I have an awesome job. However, with any job, there are those moments where one’s skin starts to wear thin and a break is necessary. It’s been a long time since I had a vacation and I needed to just get away for a day. Therefore, my friend Victor and I met up in at a Northern LA park-n-ride and drove up to the Sierras for a dayhike.
The Sierras have such a calming effect on me every time. The air is crisp, the birdsongs have a different rhythm, and the adventure is less predictable. There is something that happens to my soul when I go up there. John Muir was absolutely nuts but totally spot on with so much of what he wrote.
After 4+ hours of driving, Victor and I made our way to the top of Horseshoe Meadows Road. We hopped out of the car, threw our smellies into the bear box, and jovially began our high elevation hike.

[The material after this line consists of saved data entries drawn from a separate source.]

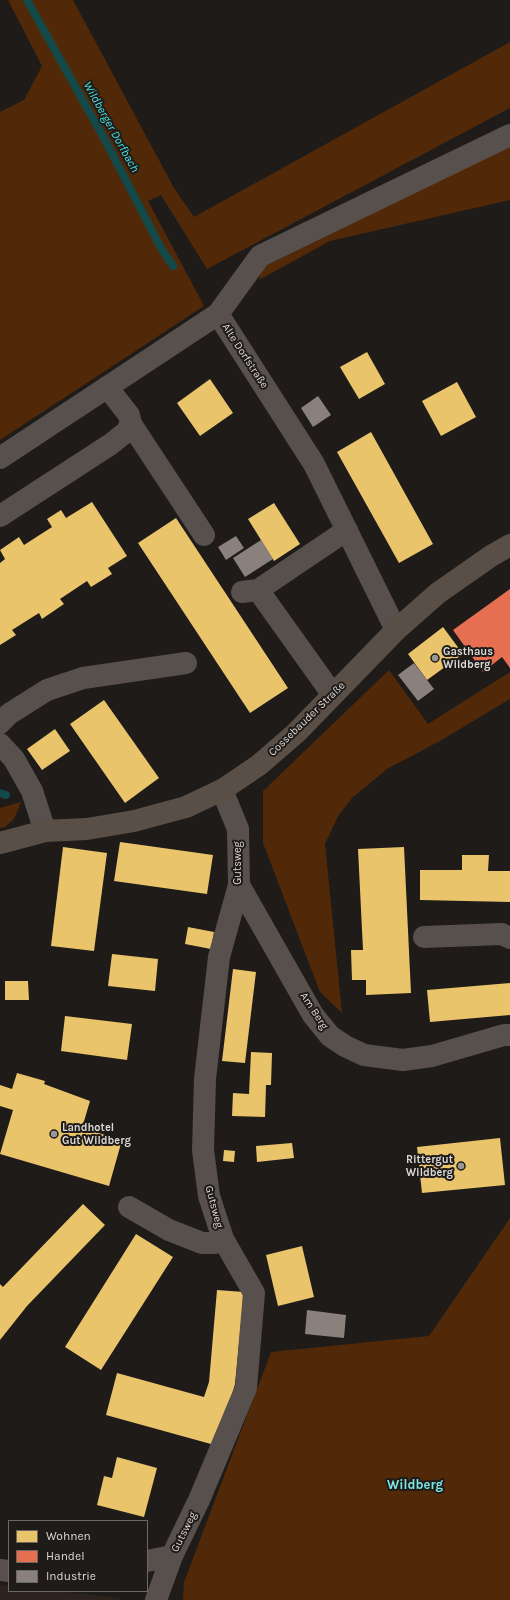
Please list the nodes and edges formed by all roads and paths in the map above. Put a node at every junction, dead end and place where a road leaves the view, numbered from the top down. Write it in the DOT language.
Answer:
graph roads {
  1 [pos="510,135"];
  2 [pos="218,314"];
  3 [pos="107,386"];
  4 [pos="131,424"];
  5 [pos="0,458"];
  6 [pos="0,516"];
  7 [pos="347,530"];
  8 [pos="204,535"];
  9 [pos="510,545"];
  10 [pos="396,630"];
  11 [pos="186,663"];
  12 [pos="333,695"];
  13 [pos="0,722"];
  14 [pos="0,744"];
  15 [pos="222,790"];
  16 [pos="45,831"];
  17 [pos="0,843"];
  18 [pos="239,885"];
  19 [pos="424,938"];
  20 [pos="510,938"];
  21 [pos="510,1035"];
  22 [pos="129,1207"];
  23 [pos="223,1239"];
  24 [pos="172,1556"];
  25 [pos="148,1561"];
  26 [pos="156,1600"];
  1 -- 2 [label="street"];
  2 -- 3 [label="street, Alte Dorfstraße"];
  2 -- 7 [label="street, Alte Dorfstraße"];
  3 -- 4 [label="street"];
  3 -- 5 [label="street, Alte Dorfstraße"];
  4 -- 6 [label="street"];
  4 -- 8 [label="street"];
  7 -- 10 [label="street, Alte Dorfstraße"];
  7 -- 12 [label="street"];
  9 -- 10 [label="main road, Cossebauder Straße"];
  10 -- 12 [label="main road, Cossebauder Straße"];
  11 -- 13 [label="street"];
  12 -- 15 [label="main road, Cossebauder Straße"];
  14 -- 16 [label="street"];
  15 -- 16 [label="main road, Cossebauder Straße"];
  15 -- 18 [label="street, Gutsweg"];
  16 -- 17 [label="main road, Cossebauder Straße"];
  18 -- 21 [label="street, Am Berg"];
  18 -- 23 [label="street, Gutsweg"];
  19 -- 20 [label="street"];
  22 -- 23 [label="street"];
  23 -- 24 [label="street, Gutsweg"];
  24 -- 25 [label="street, Gutsweg"];
  24 -- 26 [label="street"];
}
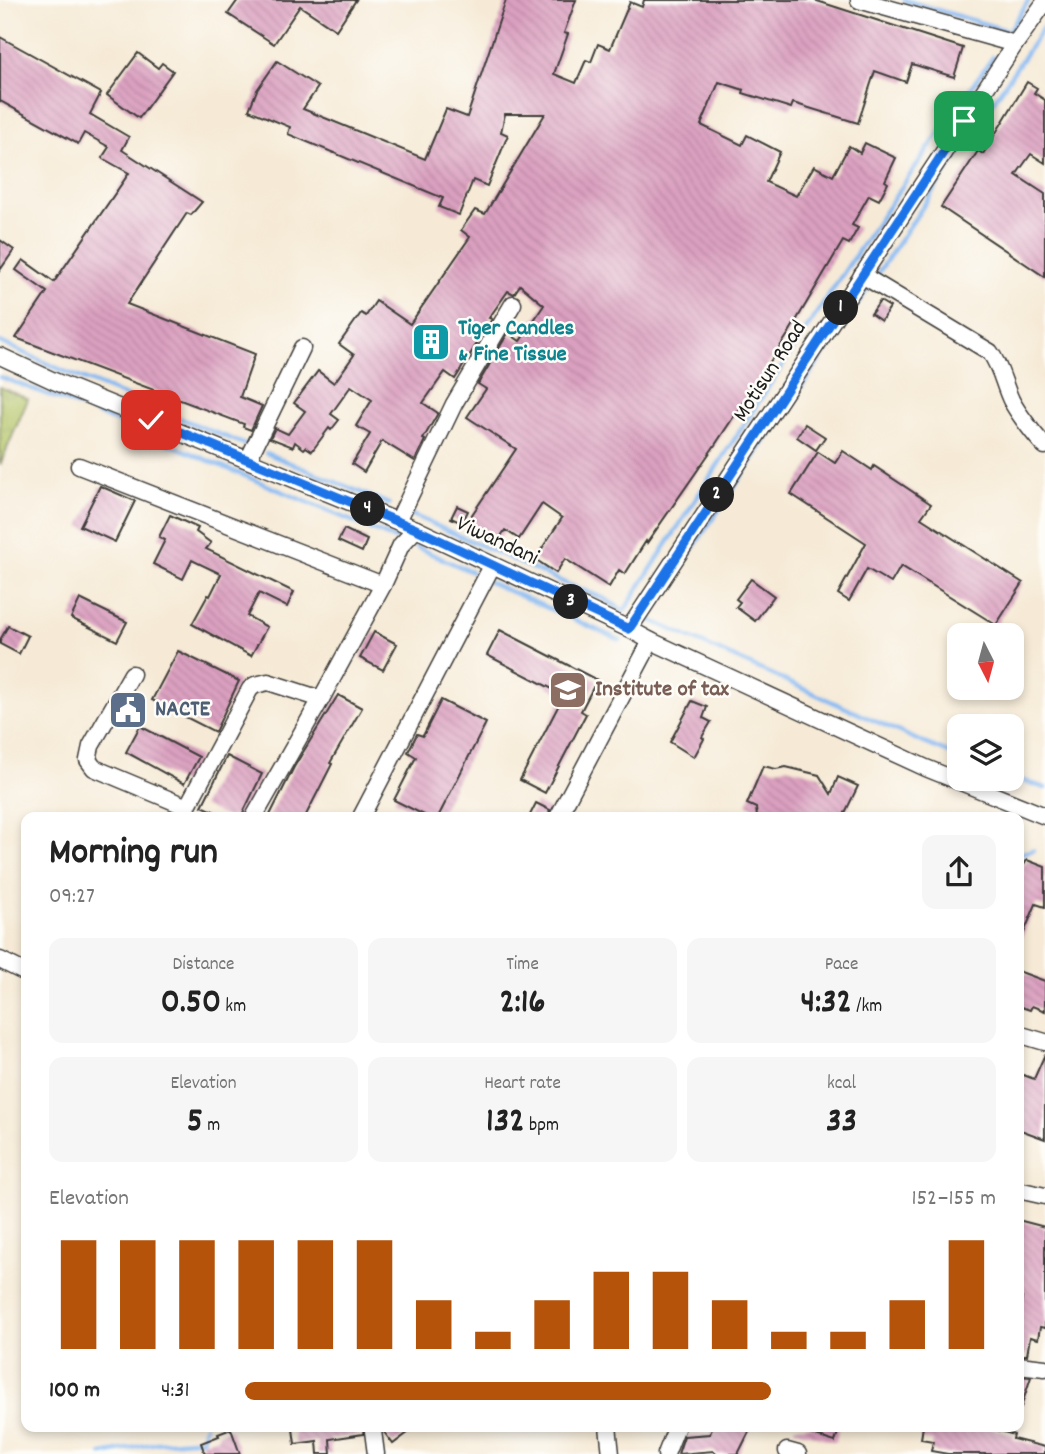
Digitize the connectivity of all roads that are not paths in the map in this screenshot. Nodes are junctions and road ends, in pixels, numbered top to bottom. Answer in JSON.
{"nodes":[{"id":1,"x":859,"y":0,"type":"edge"},
{"id":2,"x":1045,"y":2,"type":"edge"},
{"id":3,"x":1015,"y":44,"type":"junction"},
{"id":4,"x":862,"y":275,"type":"junction"},
{"id":5,"x":513,"y":304,"type":"dead end"},
{"id":6,"x":302,"y":348,"type":"dead end"},
{"id":7,"x":0,"y":356,"type":"edge"},
{"id":8,"x":1045,"y":446,"type":"edge"},
{"id":9,"x":248,"y":460,"type":"junction"},
{"id":10,"x":79,"y":466,"type":"dead end"},
{"id":11,"x":398,"y":521,"type":"junction"},
{"id":12,"x":416,"y":529,"type":"junction"},
{"id":13,"x":492,"y":566,"type":"junction"},
{"id":14,"x":383,"y":585,"type":"junction"},
{"id":15,"x":629,"y":629,"type":"junction"},
{"id":16,"x":651,"y":641,"type":"junction"},
{"id":17,"x":132,"y":674,"type":"dead end"},
{"id":18,"x":321,"y":699,"type":"junction"},
{"id":19,"x":185,"y":812,"type":"edge"},
{"id":20,"x":257,"y":812,"type":"edge"},
{"id":21,"x":364,"y":812,"type":"edge"},
{"id":22,"x":561,"y":812,"type":"edge"},
{"id":23,"x":1045,"y":816,"type":"edge"},
{"id":24,"x":0,"y":960,"type":"edge"},
{"id":25,"x":21,"y":970,"type":"edge"},
{"id":26,"x":1024,"y":1036,"type":"edge"},
{"id":27,"x":1045,"y":1042,"type":"edge"},
{"id":28,"x":1024,"y":1191,"type":"edge"},
{"id":29,"x":1045,"y":1196,"type":"edge"},
{"id":30,"x":1024,"y":1365,"type":"edge"},
{"id":31,"x":1045,"y":1368,"type":"edge"},
{"id":32,"x":373,"y":1432,"type":"edge"},
{"id":33,"x":609,"y":1432,"type":"edge"},
{"id":34,"x":675,"y":1432,"type":"edge"},
{"id":35,"x":376,"y":1454,"type":"edge"},
{"id":36,"x":611,"y":1454,"type":"edge"},
{"id":37,"x":666,"y":1454,"type":"edge"}],
"edges":[{"from":1,"to":3,"type":"street"},
{"from":2,"to":3,"type":"street","name":"Motisun Road"},
{"from":3,"to":4,"type":"street","name":"Motisun Road"},
{"from":4,"to":8,"type":"street"},
{"from":4,"to":15,"type":"street","name":"Motisun Road"},
{"from":5,"to":11,"type":"street"},
{"from":6,"to":9,"type":"street"},
{"from":7,"to":9,"type":"street","name":"Viwandani"},
{"from":9,"to":11,"type":"street","name":"Viwandani"},
{"from":10,"to":14,"type":"street"},
{"from":11,"to":12,"type":"street","name":"Viwandani"},
{"from":12,"to":13,"type":"street","name":"Viwandani"},
{"from":12,"to":14,"type":"street"},
{"from":13,"to":15,"type":"street","name":"Viwandani"},
{"from":13,"to":21,"type":"street"},
{"from":14,"to":18,"type":"street"},
{"from":15,"to":16,"type":"street","name":"Viwandani"},
{"from":16,"to":22,"type":"street"},
{"from":16,"to":23,"type":"street","name":"Viwandani"},
{"from":17,"to":19,"type":"street"},
{"from":18,"to":19,"type":"street"},
{"from":18,"to":20,"type":"street"},
{"from":24,"to":25,"type":"street"},
{"from":26,"to":27,"type":"street"},
{"from":28,"to":29,"type":"street"},
{"from":30,"to":31,"type":"street"},
{"from":32,"to":35,"type":"street"},
{"from":33,"to":36,"type":"street"},
{"from":34,"to":37,"type":"street"}]}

The hike begins easily enough. It’s flat, albeit on very loose sand and at 10,000,’ but a flat hike is still a flat hike. We followed the trail through the maps and visuals – across the aforementioned meadow, and turned left at the fork to follow the Trail Pass trail.
The trail began to ascend at a very easy grade (remember though, over 10,000′). After a couple miles and about 700′ of gain, we joined up with the PCT and turned right to follow the east flank of Trail Peak north to Cottonwood Pass.
The views of Mount Langley and Cirque Peak in the distance were breathtaking. This is absolutely one of the most gorgeous and underrated places I’ve ever been. We continued on the PCT for about 5 miles, across gentle ups and gentle downs. Aside from a small group of rangers doing maintenance, we only came across 2 hikers on this part of the trail. A very nice way to recuperate from tougher times at work. A beautiful spring about halfway between Trail and Cottonwood Pass. Looking up at Cirque Peak, a sub 13-er but a legit peak in its own right.
This is the approach up to Cottonwood Pass. It tops out around 11,200′ and has views that pictures cannot begin to express. Seriously, go here. We turned right once again and followed the trail a couple miles back down to the flat meadow. The real tease of this trail is that once you’re done descending, you still have to hike in sand for another couple miles. Nonetheless, even with the sand nonsense, this hike was an extraordinary high elevation loop around the Southern Sierras. P.S. There was no snow anywhere or even any signs of it. Super dry.
Time: 7 hours
Mileage: 11.6 miles for the loop
Water consumed: 2L
Temps: 75-80 degrees
Factors to consider: This is an elevation hike, between 10’and 11,2′ the whole time. Make sure to pace yourself, watch the HR (I kept mine in the 70-80% zone the whole time), and super hydrate. I’m prone to elevation sickness and was careful to down TONS of electrolytes the day before and the day of, along with diamox, niacin, nitric oxide, and a full meal before leaving Lone Pine. This was by far the best I’ve ever felt above 10,000′ and I believe diet was a major reason.
Also, given all of the sand, low gators are highly recommended. I had a ton of sand in my shoes because I didn’t think of this beforehand. Lessons learned. On the upshot, my new Brooks Cascadia trail running shoes were outstanding, just dusty.
Finally, don’t forget chapstick. High altitude air is drier than sea level air and my lips dried out quickly. Chapped lips suck.